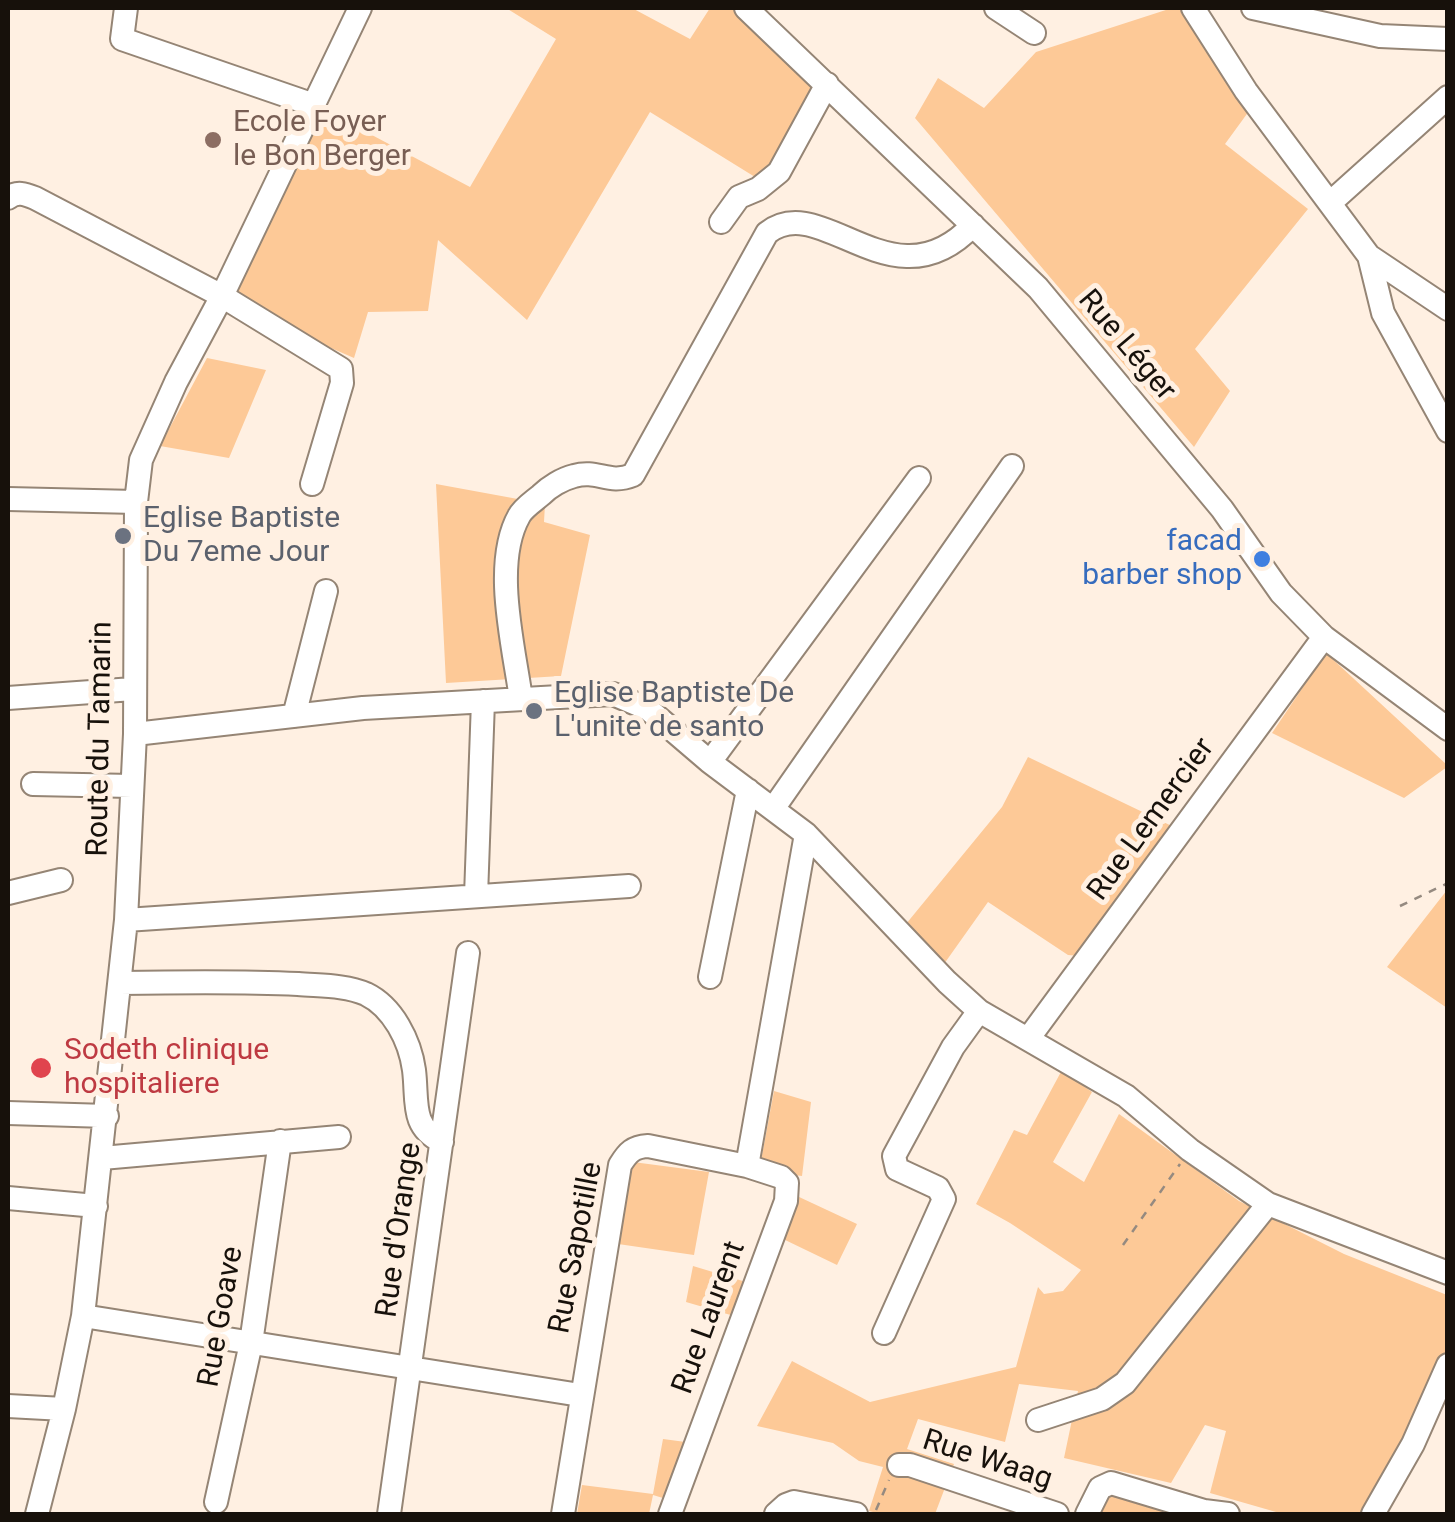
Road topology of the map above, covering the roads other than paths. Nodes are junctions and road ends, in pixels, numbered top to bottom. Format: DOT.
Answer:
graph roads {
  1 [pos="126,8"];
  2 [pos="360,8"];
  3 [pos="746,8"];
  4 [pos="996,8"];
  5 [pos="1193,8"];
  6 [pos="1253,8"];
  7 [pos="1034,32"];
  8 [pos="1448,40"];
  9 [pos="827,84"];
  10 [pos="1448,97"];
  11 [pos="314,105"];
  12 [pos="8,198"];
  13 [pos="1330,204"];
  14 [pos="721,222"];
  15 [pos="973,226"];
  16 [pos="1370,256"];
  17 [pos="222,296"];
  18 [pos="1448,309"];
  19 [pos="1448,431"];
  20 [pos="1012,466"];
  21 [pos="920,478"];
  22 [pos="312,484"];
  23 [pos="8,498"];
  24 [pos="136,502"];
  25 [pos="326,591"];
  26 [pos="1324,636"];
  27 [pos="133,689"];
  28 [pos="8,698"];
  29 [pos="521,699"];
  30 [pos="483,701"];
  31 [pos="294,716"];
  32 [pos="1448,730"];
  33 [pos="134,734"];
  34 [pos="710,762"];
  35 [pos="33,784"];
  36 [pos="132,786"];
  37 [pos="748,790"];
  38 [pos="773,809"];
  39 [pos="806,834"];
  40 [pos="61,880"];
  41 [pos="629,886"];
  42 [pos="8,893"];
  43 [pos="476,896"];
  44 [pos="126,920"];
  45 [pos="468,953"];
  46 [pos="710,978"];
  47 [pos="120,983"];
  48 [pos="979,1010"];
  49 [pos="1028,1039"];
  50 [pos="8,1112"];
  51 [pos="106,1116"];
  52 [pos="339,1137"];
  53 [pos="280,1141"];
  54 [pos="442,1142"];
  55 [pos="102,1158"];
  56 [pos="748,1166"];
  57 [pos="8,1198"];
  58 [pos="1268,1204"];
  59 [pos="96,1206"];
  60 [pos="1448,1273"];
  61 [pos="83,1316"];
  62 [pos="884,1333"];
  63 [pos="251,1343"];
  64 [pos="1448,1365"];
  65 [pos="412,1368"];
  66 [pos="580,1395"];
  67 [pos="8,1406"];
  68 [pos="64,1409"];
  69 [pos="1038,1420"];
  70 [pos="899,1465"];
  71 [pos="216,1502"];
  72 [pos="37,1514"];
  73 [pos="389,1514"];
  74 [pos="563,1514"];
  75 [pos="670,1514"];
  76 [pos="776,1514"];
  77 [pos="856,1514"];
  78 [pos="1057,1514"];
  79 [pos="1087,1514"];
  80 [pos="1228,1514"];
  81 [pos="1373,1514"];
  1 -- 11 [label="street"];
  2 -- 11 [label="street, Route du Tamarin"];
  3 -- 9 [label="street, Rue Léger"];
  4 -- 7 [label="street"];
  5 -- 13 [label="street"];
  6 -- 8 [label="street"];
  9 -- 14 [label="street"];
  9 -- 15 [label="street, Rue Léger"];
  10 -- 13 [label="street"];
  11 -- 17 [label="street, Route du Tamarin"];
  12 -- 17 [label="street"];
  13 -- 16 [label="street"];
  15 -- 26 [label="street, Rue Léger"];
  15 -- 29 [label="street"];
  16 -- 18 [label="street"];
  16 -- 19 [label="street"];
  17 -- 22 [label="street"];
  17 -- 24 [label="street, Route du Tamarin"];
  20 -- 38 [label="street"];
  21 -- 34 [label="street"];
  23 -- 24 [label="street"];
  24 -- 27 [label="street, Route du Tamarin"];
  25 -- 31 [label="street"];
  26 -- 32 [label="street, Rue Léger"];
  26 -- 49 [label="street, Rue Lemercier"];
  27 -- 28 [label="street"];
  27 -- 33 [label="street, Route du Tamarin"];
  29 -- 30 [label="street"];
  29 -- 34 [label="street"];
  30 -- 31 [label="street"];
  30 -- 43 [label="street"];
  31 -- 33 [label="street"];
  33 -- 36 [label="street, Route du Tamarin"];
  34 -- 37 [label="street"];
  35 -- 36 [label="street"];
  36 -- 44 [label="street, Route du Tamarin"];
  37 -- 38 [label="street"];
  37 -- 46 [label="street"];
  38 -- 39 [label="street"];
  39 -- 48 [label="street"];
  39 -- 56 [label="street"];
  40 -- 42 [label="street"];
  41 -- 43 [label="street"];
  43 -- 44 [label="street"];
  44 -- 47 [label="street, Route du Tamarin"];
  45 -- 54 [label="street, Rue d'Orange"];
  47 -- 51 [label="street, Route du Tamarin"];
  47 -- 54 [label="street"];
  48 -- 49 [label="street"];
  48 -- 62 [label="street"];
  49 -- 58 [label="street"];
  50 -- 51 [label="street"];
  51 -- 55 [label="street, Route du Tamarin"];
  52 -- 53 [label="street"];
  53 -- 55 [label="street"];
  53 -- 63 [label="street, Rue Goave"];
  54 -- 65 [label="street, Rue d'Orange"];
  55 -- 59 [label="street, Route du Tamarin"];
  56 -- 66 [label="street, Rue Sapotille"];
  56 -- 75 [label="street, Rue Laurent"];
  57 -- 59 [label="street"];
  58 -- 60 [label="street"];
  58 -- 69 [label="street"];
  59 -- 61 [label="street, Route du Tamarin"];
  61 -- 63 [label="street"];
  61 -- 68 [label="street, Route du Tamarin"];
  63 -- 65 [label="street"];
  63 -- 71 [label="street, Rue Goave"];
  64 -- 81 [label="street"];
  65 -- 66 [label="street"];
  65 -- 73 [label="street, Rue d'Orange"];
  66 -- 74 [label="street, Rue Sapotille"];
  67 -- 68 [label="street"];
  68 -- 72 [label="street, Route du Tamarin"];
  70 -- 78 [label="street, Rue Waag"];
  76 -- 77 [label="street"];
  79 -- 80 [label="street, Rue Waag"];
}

* * *

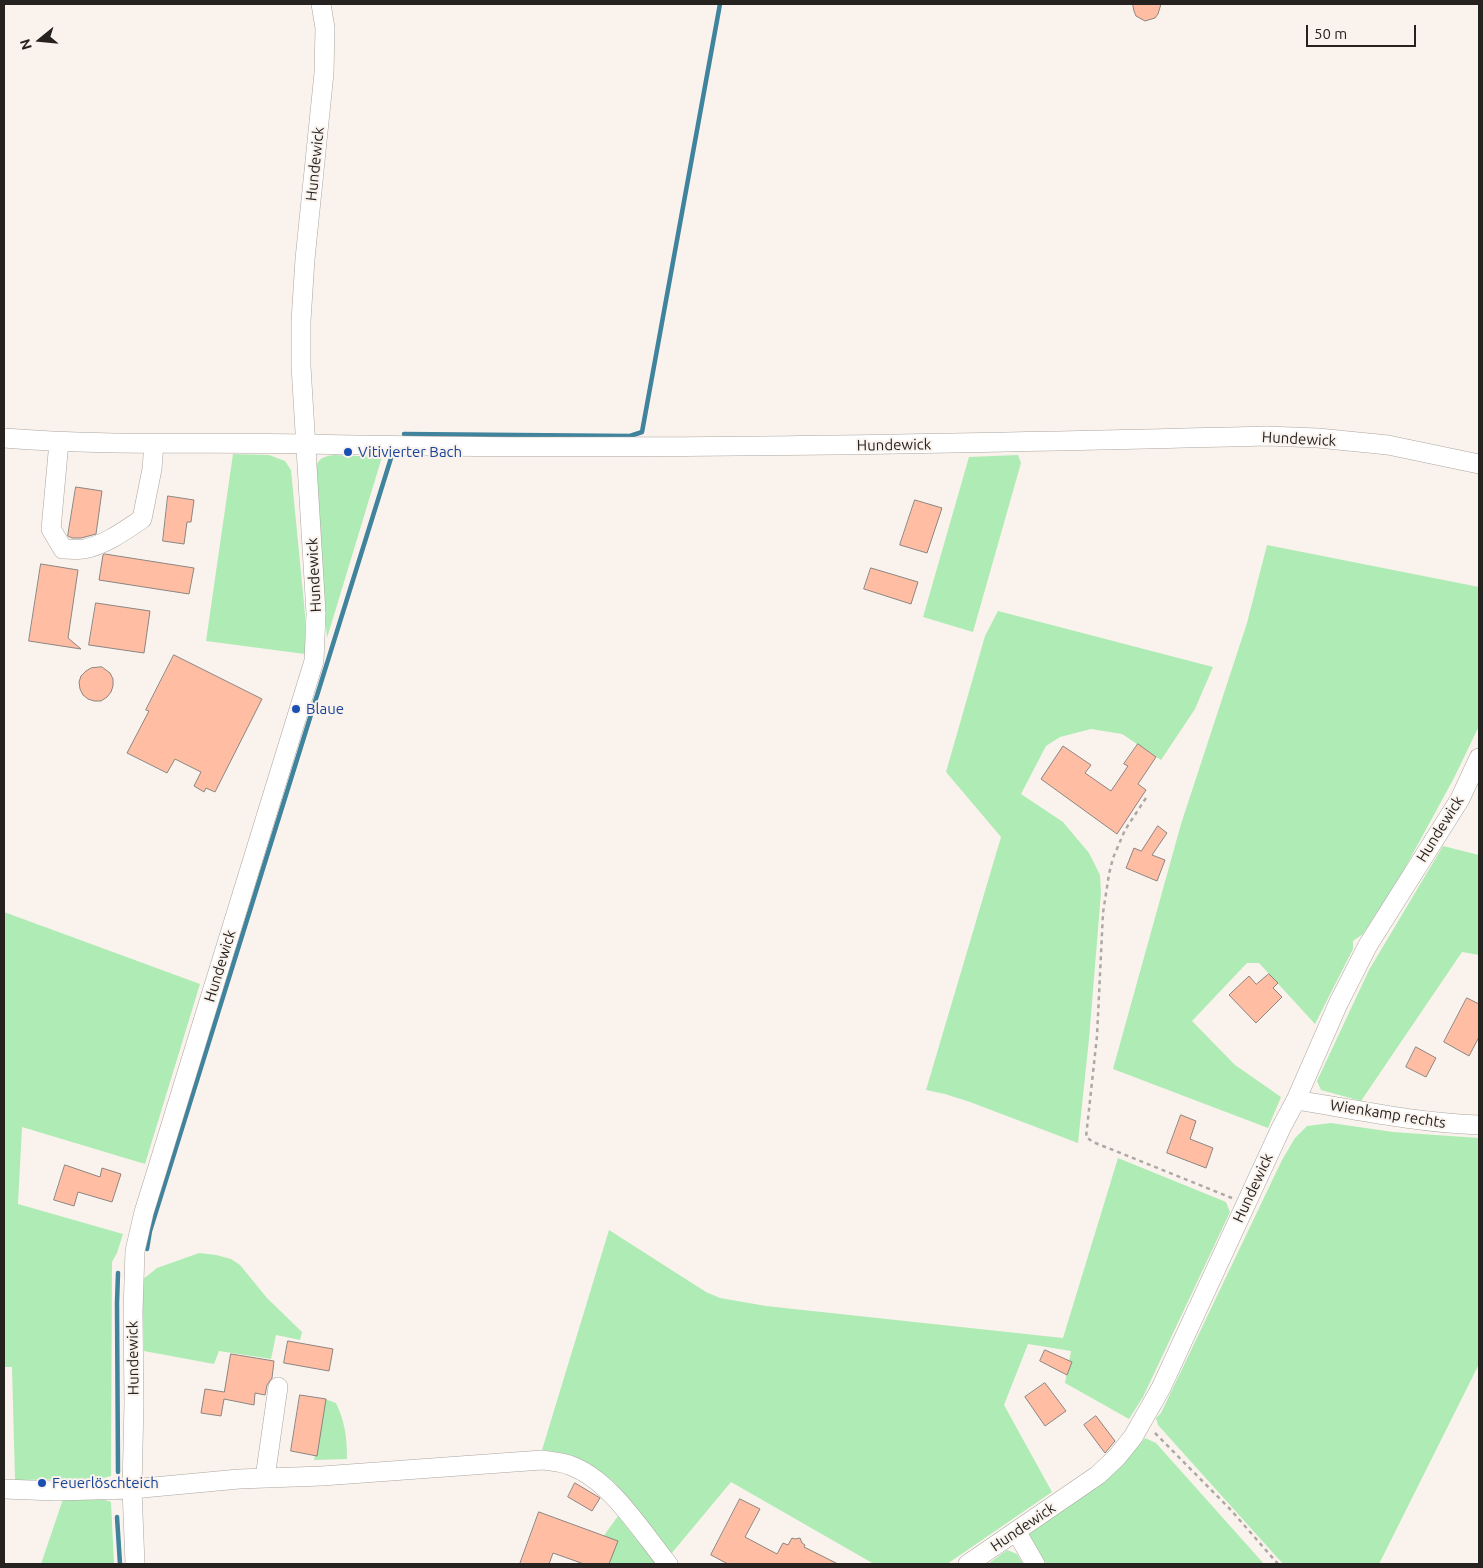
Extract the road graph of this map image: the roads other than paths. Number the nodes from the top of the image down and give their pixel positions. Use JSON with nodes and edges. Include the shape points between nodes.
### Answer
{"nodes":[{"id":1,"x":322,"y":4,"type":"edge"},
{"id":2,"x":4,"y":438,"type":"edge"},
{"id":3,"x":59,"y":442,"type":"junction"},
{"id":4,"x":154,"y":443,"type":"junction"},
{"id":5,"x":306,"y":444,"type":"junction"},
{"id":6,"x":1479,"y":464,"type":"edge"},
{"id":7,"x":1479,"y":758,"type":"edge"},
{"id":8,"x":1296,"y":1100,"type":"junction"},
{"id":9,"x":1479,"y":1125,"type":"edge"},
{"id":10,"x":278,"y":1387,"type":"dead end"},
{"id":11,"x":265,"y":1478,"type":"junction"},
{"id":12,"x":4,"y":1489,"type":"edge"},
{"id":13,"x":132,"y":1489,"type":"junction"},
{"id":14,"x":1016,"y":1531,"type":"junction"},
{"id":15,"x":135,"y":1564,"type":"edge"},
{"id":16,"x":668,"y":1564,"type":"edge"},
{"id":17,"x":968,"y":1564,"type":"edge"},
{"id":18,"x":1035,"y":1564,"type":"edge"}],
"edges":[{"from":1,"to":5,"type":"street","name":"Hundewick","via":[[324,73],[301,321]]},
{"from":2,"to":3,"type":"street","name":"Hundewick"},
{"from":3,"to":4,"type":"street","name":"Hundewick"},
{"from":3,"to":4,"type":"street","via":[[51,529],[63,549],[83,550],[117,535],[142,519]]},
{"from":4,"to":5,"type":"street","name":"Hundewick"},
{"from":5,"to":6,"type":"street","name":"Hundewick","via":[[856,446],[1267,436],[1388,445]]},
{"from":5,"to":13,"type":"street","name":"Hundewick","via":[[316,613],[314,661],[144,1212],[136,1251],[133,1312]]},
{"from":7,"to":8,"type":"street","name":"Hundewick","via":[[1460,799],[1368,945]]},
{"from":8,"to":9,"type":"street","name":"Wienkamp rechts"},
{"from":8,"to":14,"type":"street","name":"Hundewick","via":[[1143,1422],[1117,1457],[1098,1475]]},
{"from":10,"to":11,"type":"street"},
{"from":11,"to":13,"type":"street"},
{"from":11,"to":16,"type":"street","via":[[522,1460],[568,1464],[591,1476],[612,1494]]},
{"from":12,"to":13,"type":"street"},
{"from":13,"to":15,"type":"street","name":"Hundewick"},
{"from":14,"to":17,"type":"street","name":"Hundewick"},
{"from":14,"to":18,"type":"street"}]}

■ **TASK DIRECTIONS**
Match on "other" and report each line of the data above that has it.

■ **OUTPUT**
Road topology of the map above, covering the roads other than paths. Nodes are junctions and road ends, in pixels, numbered top to bottom. Format: DOT.
Extract the road graph of this map image: the roads other than paths. Number the nodes from the top of the image down and give their pixel positions. Use JSON with nodes and edges. Include the shape points between nodes.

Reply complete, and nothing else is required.